With China continuing to flex its manufacturing muscles in the global economy, more high schools are adding or expanding course offerings in Mandarin Chinese.
Huntley Unit District 158 has teamed up with Michigan State University to bring in a second Mandarin teacher from China, while Streamwood High School in Elgin Area School District U-46 has added the language to its world languages academy curriculum.
Though the course was approved in U-46 four years ago, viable numbers were not reached until the current school year, said Mark Atkins, department chair for language arts and the World Language and International Studies Academy at Streamwood.
"We haven't had a lot of interest over the years," Atkins said. "But more students and parents are aware that China is becoming a business power and an economic force in the world, so they need to address it."
In the first year, 28 students signed up for Mandarin.
Huntley High School has offered Mandarin since 2008 and offers Chinese I through Advance Placement Chinese. This year, the district added a second teacher to its staff through a partnership with the Confucius Institute at Michigan State University, which recruits and trains Chinese citizens to teach Mandarin in American schools.

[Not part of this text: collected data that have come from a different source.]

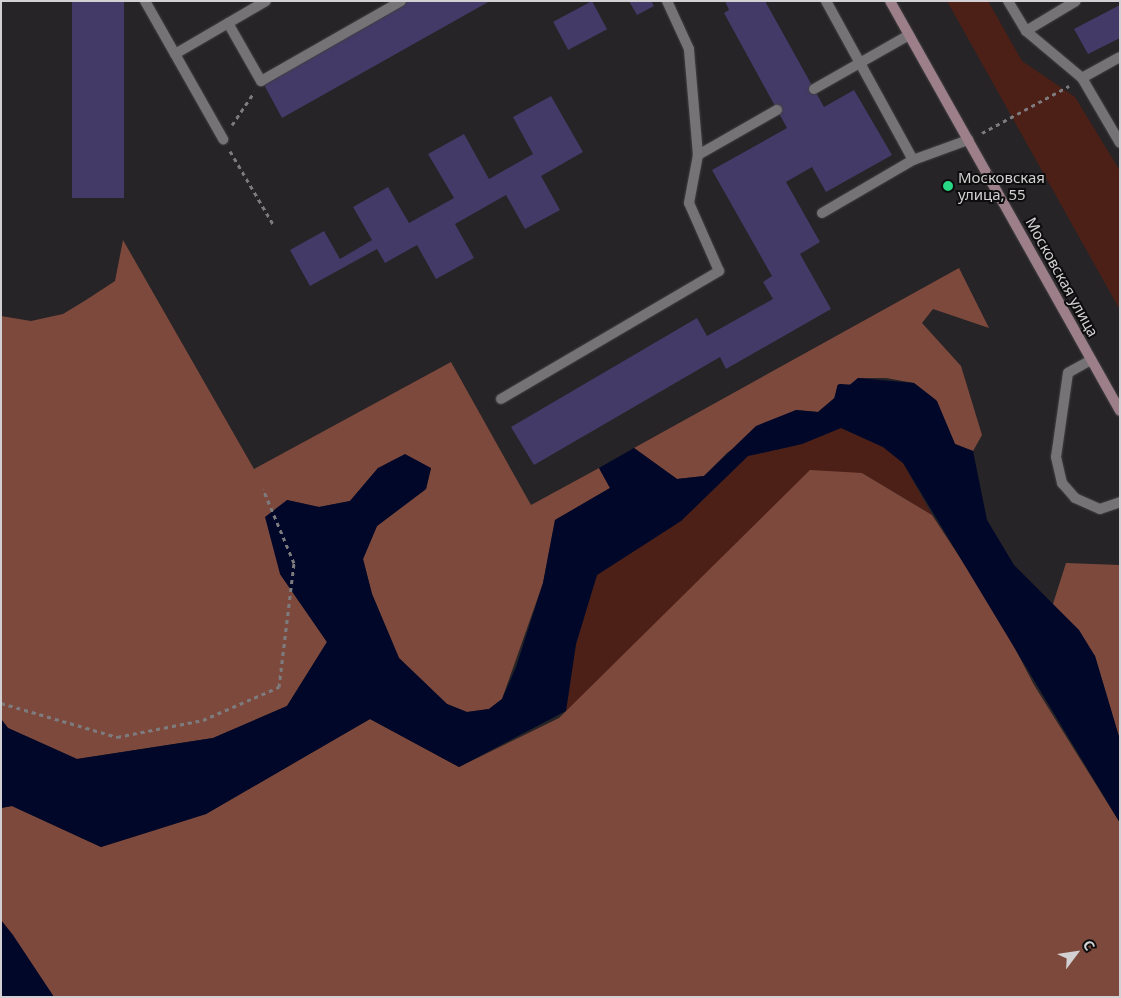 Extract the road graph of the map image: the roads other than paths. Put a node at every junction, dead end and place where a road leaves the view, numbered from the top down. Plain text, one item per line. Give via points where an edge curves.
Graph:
1 (145, 1) edge
2 (266, 1) edge
3 (401, 1) edge
4 (666, 1) edge
5 (826, 1) edge
6 (890, 1) edge
7 (1008, 1) edge
8 (1076, 1) edge
9 (228, 23) junction
10 (1026, 31) junction
11 (909, 35) junction
12 (175, 54) junction
13 (1120, 57) edge
14 (860, 63) junction
15 (1082, 78) junction
16 (814, 89) dead end
17 (777, 110) dead end
18 (223, 139) road end
19 (968, 140) junction
20 (1120, 143) edge
21 (698, 155) junction
22 (912, 160) junction
23 (822, 213) dead end
24 (1091, 360) junction
25 (501, 399) dead end
26 (1120, 411) edge
27 (1120, 502) edge

1 - 12 lane
2 - 9 lane
3 - 9 lane via 261,81
4 - 21 lane via 689,49
5 - 14 lane
6 - 11 main road, Московская улица
7 - 10 lane
8 - 10 lane
9 - 12 lane
10 - 15 lane
11 - 14 lane
11 - 19 main road, Московская улица
12 - 18 lane
13 - 15 lane
14 - 16 lane
14 - 22 lane
15 - 20 lane
17 - 21 lane
19 - 22 lane
19 - 24 main road, Московская улица
21 - 25 lane via 689,203 719,271
22 - 23 lane
24 - 26 main road, Московская улица
24 - 27 lane via 1068,373 1056,457 1062,483 1075,498 1100,509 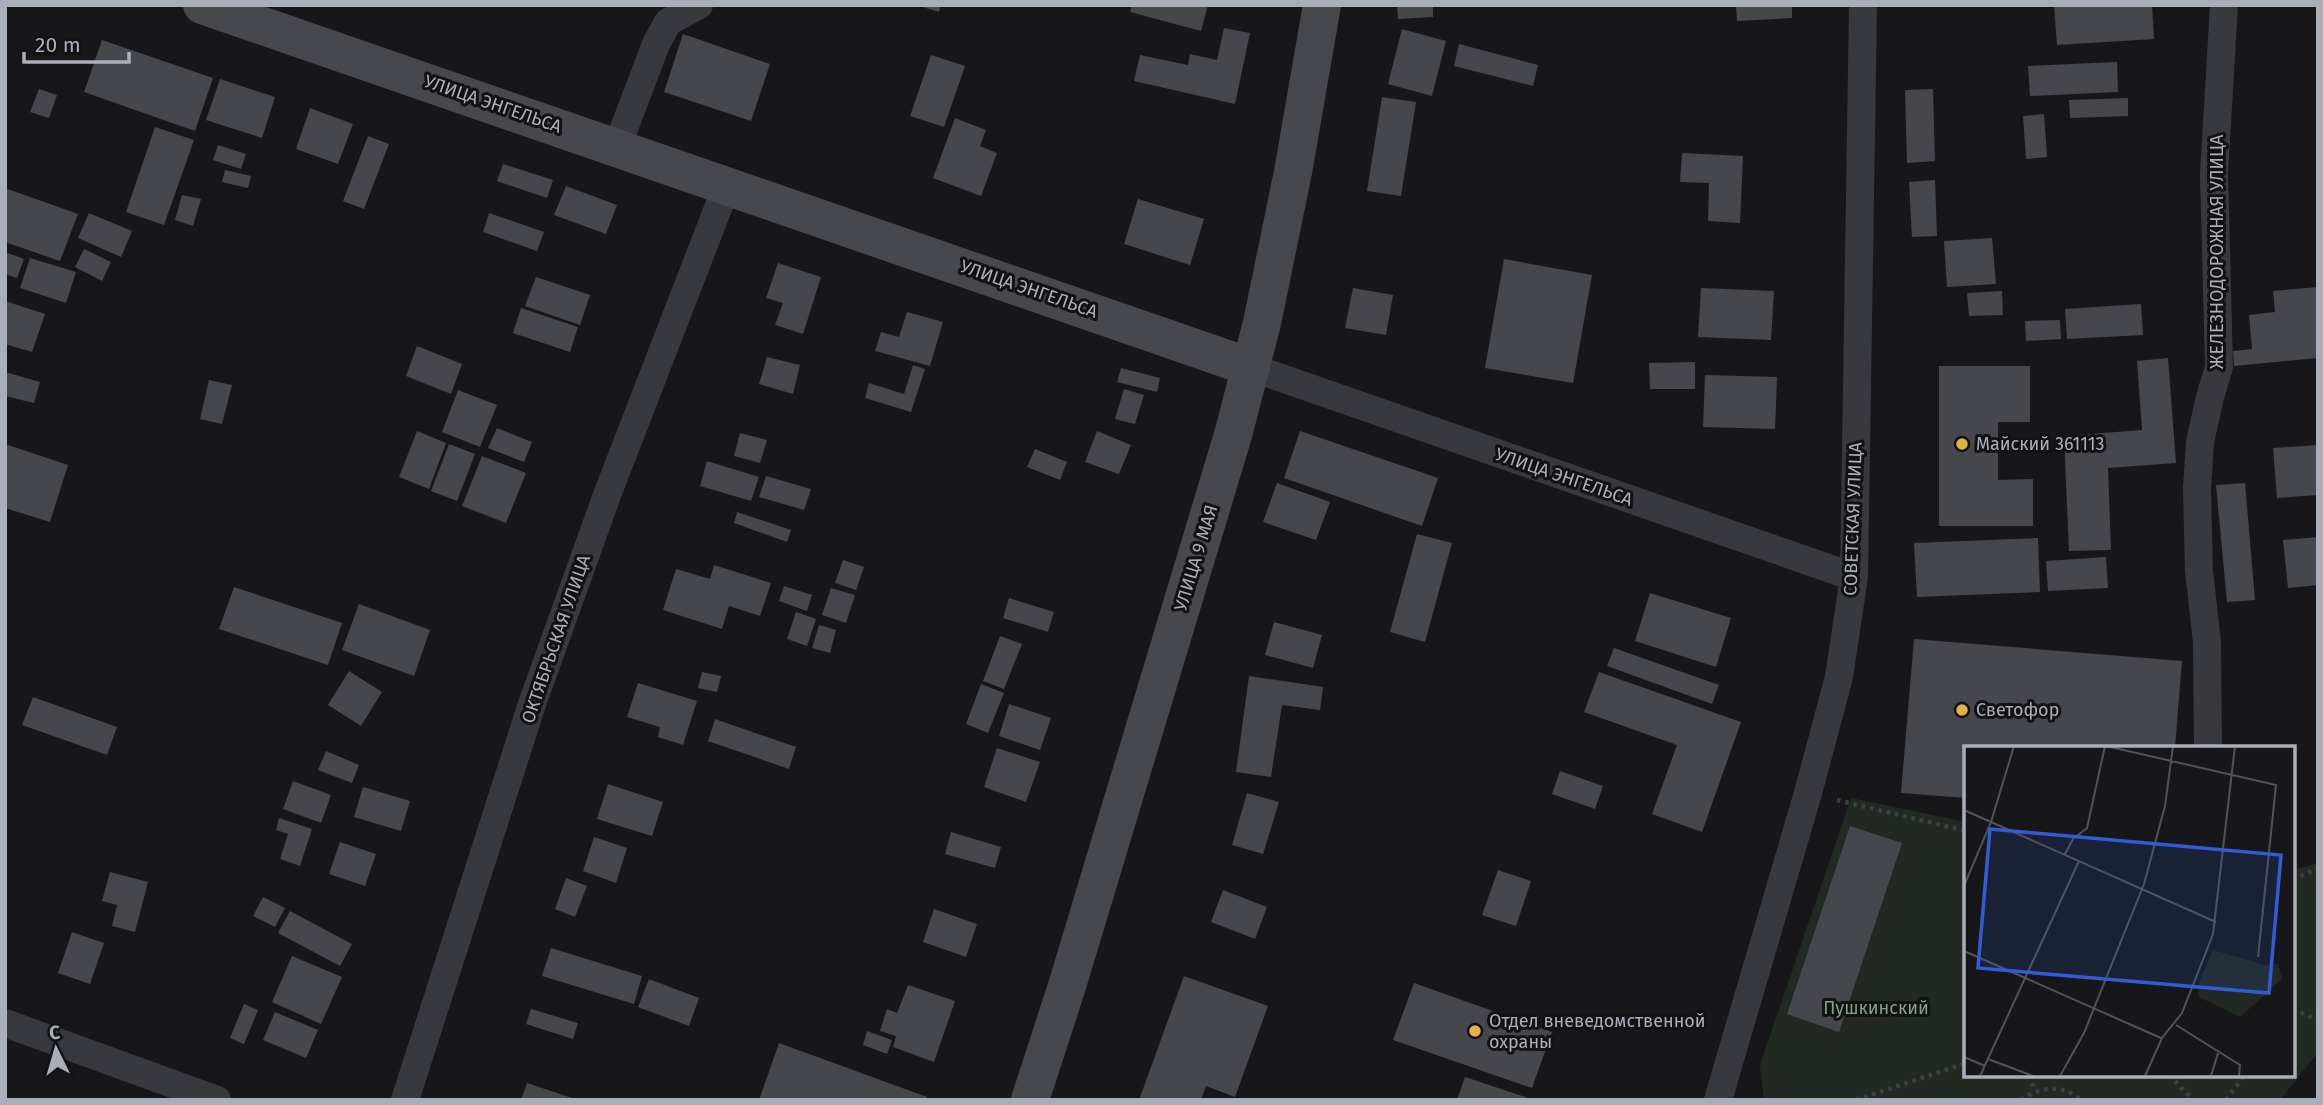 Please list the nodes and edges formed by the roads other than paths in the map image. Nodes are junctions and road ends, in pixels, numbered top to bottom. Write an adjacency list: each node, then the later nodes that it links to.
1 (202, 5): 6 (street, УЛИЦА ЭНГЕЛЬСА)
2 (699, 5): 6 (street)
3 (1322, 5): 8 (street, УЛИЦА 9 МАЯ)
4 (1863, 5): 9 (street, СОВЕТСКАЯ УЛИЦА)
5 (2224, 5): 10 (street, ЖЕЛЕЗНОДОРОЖНАЯ УЛИЦА)
6 (617, 147): 7 (street, УЛИЦА ЭНГЕЛЬСА)
7 (727, 185): 8 (street, УЛИЦА ЭНГЕЛЬСА); 13 (street, ОКТЯБРЬСКАЯ УЛИЦА)
8 (1250, 367): 9 (street, УЛИЦА ЭНГЕЛЬСА); 14 (street, УЛИЦА 9 МАЯ)
9 (1854, 577): 15 (street, СОВЕТСКАЯ УЛИЦА)
10 (2208, 746)
11 (5, 1023): 12 (street)
12 (217, 1100)
13 (405, 1100)
14 (1030, 1100)
15 (1718, 1100)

"With (Mandarin) teachers being in high demand in the suburbs, it was an opportunity for us to hook up with Michigan State, which has a great reputation in education, to supply us with a strong candidate," said Mike Moan, chief academic officer in District 158. "We don't have to worry about the market dictating our staffing needs or our ability to hire."
The partnership will cost District 158 $45,000 for the 2012-2013 school year, which covers the teacher's salary, support and coaching, fringe benefits, visa paperwork and international airfare. Moan said the district can retain the teacher for up to three years.